Exercise prompt -> Return, from the data that follows, each line that holds the word "Reloncaví".

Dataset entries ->
☆ ☆ ☆ ☆ ☆

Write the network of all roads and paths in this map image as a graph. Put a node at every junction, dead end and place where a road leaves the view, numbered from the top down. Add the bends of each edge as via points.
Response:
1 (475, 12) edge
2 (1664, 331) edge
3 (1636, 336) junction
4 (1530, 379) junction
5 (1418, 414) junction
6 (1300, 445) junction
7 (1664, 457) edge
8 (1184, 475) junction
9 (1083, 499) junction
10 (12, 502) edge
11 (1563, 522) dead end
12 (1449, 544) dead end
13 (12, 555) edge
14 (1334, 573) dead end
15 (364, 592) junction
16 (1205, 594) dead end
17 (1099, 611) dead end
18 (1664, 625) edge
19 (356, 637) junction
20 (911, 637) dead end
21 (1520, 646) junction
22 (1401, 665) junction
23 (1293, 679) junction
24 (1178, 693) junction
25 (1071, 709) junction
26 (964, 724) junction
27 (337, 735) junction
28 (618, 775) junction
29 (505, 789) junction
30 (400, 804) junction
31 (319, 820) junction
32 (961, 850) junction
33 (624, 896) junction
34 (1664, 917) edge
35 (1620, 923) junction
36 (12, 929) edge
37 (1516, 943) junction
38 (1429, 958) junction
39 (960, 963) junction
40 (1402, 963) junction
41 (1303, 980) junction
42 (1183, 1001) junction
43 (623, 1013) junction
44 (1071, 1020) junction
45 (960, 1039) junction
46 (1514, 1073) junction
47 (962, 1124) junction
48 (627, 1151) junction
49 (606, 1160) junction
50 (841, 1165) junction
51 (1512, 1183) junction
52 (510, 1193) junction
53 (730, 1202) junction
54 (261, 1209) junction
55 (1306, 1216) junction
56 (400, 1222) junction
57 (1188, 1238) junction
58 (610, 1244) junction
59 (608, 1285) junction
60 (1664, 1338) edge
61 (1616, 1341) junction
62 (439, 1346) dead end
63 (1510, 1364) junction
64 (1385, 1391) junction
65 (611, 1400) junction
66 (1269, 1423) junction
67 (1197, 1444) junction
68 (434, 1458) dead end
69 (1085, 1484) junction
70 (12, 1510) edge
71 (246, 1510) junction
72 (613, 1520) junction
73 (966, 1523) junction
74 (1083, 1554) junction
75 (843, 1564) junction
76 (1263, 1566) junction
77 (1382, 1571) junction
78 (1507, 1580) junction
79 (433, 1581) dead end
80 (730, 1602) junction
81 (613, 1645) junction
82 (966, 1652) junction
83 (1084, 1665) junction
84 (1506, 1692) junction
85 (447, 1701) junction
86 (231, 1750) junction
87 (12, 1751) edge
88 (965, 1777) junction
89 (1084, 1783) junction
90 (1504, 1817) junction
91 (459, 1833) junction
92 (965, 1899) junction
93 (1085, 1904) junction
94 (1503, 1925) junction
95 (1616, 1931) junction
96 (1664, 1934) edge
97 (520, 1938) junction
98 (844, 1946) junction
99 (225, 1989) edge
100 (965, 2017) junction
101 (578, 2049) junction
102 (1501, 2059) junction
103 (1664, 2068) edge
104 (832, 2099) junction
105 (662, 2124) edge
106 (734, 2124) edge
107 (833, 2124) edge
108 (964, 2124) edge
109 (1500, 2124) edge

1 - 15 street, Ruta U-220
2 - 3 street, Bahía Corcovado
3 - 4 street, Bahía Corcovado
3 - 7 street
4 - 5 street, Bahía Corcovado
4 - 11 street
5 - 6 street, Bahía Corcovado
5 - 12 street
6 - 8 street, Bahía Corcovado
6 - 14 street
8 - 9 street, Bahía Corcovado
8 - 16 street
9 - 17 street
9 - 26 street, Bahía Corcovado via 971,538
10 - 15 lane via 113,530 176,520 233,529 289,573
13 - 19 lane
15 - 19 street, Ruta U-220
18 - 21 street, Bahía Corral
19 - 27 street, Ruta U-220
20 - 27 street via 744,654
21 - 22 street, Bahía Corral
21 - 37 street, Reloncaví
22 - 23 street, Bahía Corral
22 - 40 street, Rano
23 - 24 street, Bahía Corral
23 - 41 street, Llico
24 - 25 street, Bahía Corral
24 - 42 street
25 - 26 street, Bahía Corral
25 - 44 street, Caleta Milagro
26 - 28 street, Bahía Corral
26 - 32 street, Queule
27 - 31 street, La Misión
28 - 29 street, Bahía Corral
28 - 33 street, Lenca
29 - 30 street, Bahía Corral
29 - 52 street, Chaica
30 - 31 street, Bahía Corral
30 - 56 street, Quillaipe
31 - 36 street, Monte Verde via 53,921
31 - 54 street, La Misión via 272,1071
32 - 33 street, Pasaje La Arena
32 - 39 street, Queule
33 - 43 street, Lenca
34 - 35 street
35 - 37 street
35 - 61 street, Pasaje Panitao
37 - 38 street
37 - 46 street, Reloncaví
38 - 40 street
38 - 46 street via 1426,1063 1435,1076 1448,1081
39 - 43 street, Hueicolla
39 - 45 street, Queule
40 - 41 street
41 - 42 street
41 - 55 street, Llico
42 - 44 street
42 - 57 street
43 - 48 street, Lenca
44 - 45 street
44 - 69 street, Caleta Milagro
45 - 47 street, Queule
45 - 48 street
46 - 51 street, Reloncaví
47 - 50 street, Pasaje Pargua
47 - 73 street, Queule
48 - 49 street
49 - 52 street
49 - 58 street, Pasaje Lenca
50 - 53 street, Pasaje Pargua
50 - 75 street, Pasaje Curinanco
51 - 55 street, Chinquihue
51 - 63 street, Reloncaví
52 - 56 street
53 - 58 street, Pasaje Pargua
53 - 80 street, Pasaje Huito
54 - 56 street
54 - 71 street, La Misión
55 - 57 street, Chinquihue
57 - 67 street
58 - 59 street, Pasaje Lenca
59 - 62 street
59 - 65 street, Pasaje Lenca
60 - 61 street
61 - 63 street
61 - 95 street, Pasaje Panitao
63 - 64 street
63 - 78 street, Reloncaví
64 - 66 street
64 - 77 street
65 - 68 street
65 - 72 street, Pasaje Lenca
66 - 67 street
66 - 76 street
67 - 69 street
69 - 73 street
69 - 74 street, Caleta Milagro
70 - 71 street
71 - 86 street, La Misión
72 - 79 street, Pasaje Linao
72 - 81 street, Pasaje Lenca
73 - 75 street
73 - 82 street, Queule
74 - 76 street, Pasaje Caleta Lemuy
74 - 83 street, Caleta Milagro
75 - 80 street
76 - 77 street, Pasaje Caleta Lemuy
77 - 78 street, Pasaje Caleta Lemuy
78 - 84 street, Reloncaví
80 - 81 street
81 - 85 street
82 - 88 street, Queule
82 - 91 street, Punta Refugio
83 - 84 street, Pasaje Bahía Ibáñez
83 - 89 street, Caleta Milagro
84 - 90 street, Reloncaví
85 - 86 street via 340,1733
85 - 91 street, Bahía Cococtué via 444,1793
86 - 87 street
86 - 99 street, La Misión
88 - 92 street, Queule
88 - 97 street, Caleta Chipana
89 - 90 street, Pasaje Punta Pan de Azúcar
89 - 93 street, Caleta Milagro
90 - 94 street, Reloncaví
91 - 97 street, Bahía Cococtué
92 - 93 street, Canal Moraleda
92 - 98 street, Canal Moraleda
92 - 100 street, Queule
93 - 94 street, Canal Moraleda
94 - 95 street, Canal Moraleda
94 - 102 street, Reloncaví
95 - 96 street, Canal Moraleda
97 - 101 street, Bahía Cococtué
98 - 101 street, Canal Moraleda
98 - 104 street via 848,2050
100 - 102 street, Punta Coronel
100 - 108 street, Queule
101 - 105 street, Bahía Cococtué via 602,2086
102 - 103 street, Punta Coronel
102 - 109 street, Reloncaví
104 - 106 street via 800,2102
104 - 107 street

☆ ☆ ☆ ☆ ☆

Result ->
21 - 37 street, Reloncaví
37 - 46 street, Reloncaví
46 - 51 street, Reloncaví
51 - 63 street, Reloncaví
63 - 78 street, Reloncaví
78 - 84 street, Reloncaví
84 - 90 street, Reloncaví
90 - 94 street, Reloncaví
94 - 102 street, Reloncaví
102 - 109 street, Reloncaví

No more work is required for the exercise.